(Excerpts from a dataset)

· · ·

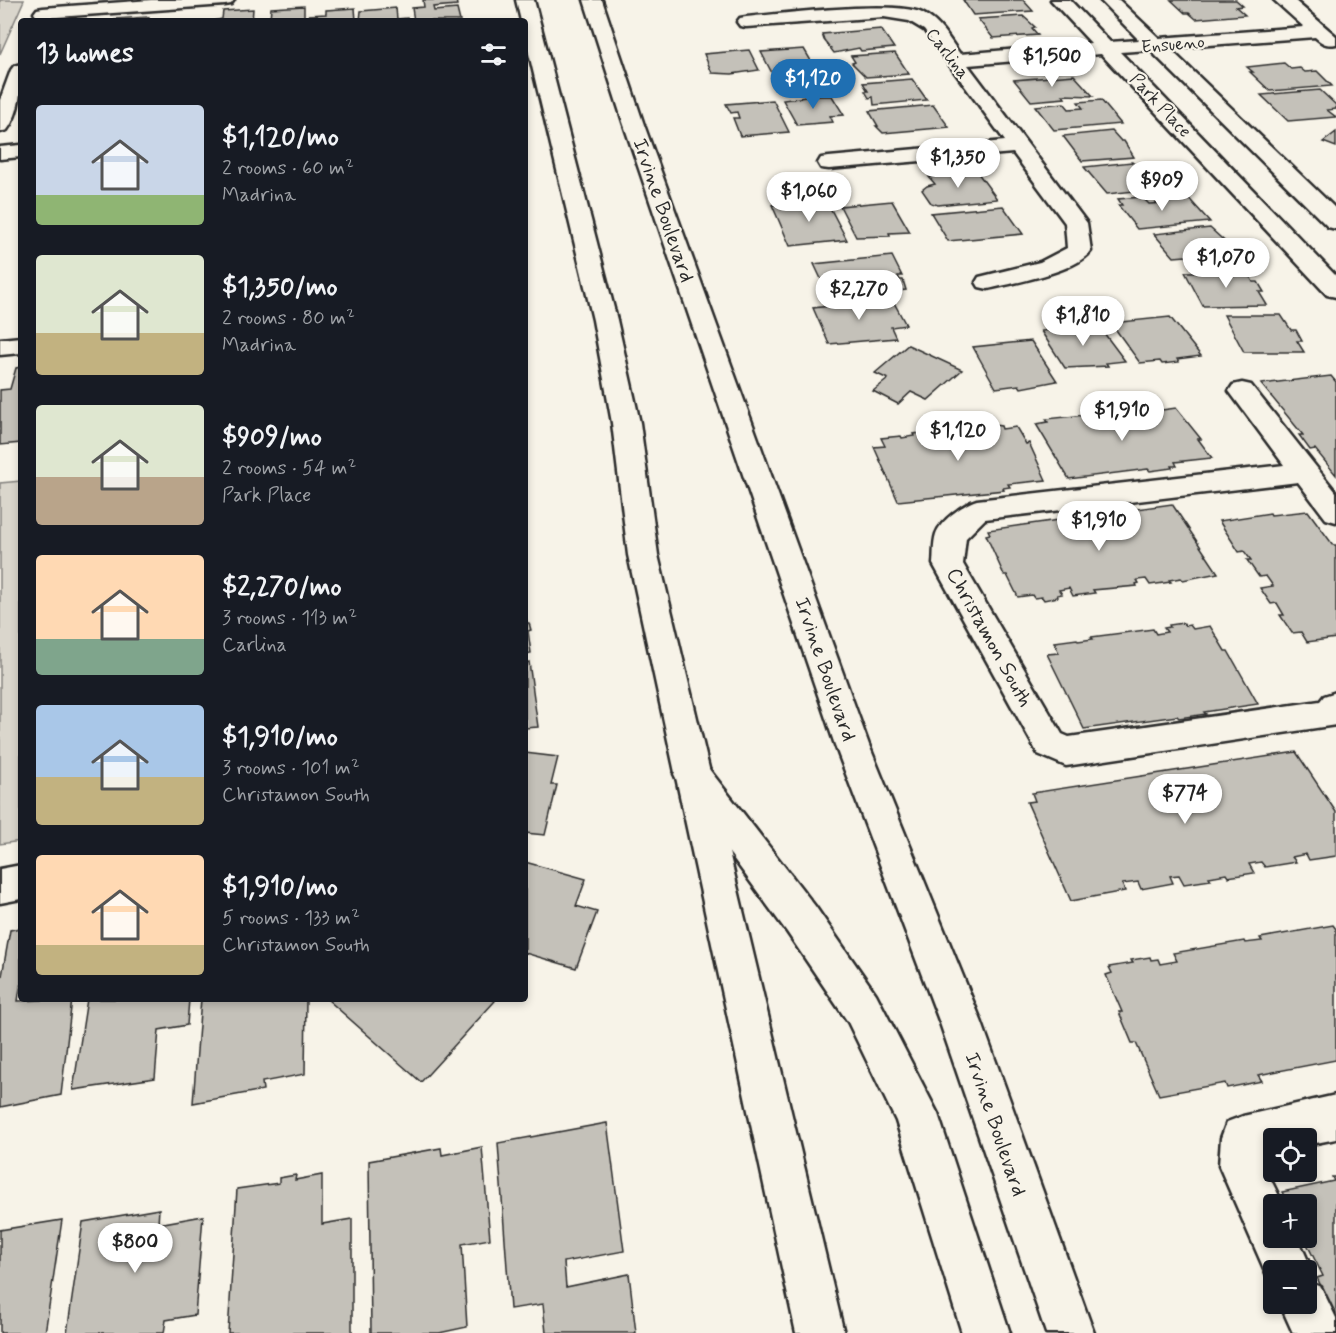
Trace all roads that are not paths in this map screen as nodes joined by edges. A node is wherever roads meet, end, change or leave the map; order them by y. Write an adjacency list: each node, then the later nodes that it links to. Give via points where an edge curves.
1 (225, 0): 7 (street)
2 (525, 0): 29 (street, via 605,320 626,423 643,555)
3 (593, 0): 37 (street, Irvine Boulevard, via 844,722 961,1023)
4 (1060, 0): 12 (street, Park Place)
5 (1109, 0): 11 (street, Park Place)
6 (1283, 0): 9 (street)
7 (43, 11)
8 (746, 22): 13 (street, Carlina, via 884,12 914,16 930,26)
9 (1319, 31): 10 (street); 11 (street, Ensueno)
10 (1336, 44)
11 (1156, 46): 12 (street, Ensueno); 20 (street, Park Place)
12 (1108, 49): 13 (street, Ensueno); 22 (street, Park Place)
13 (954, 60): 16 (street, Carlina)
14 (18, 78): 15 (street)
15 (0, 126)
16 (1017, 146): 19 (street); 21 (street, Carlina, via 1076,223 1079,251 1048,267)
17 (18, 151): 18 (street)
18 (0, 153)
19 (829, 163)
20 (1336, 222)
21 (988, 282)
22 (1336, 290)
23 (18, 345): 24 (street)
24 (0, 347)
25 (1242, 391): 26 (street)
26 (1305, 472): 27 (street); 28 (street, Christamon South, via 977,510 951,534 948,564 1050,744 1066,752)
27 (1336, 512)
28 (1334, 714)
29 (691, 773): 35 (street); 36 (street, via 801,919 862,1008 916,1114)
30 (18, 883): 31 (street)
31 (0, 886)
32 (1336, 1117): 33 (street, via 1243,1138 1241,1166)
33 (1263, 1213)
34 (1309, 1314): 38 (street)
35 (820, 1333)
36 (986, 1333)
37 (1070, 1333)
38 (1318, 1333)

· · ·

### EXERCISE DETAILS
Please reproduce the entries above line by line, exactly, leaving out each image.

### EXPECTED ANSWER
Trace all roads that are not paths in this map screen as nodes joined by edges. A node is wherever roads meet, end, change or leave the map; order them by y. Write an adjacency list: each node, then the later nodes that it links to. Give via points where an edge curves.
1 (225, 0): 7 (street)
2 (525, 0): 29 (street, via 605,320 626,423 643,555)
3 (593, 0): 37 (street, Irvine Boulevard, via 844,722 961,1023)
4 (1060, 0): 12 (street, Park Place)
5 (1109, 0): 11 (street, Park Place)
6 (1283, 0): 9 (street)
7 (43, 11)
8 (746, 22): 13 (street, Carlina, via 884,12 914,16 930,26)
9 (1319, 31): 10 (street); 11 (street, Ensueno)
10 (1336, 44)
11 (1156, 46): 12 (street, Ensueno); 20 (street, Park Place)
12 (1108, 49): 13 (street, Ensueno); 22 (street, Park Place)
13 (954, 60): 16 (street, Carlina)
14 (18, 78): 15 (street)
15 (0, 126)
16 (1017, 146): 19 (street); 21 (street, Carlina, via 1076,223 1079,251 1048,267)
17 (18, 151): 18 (street)
18 (0, 153)
19 (829, 163)
20 (1336, 222)
21 (988, 282)
22 (1336, 290)
23 (18, 345): 24 (street)
24 (0, 347)
25 (1242, 391): 26 (street)
26 (1305, 472): 27 (street); 28 (street, Christamon South, via 977,510 951,534 948,564 1050,744 1066,752)
27 (1336, 512)
28 (1334, 714)
29 (691, 773): 35 (street); 36 (street, via 801,919 862,1008 916,1114)
30 (18, 883): 31 (street)
31 (0, 886)
32 (1336, 1117): 33 (street, via 1243,1138 1241,1166)
33 (1263, 1213)
34 (1309, 1314): 38 (street)
35 (820, 1333)
36 (986, 1333)
37 (1070, 1333)
38 (1318, 1333)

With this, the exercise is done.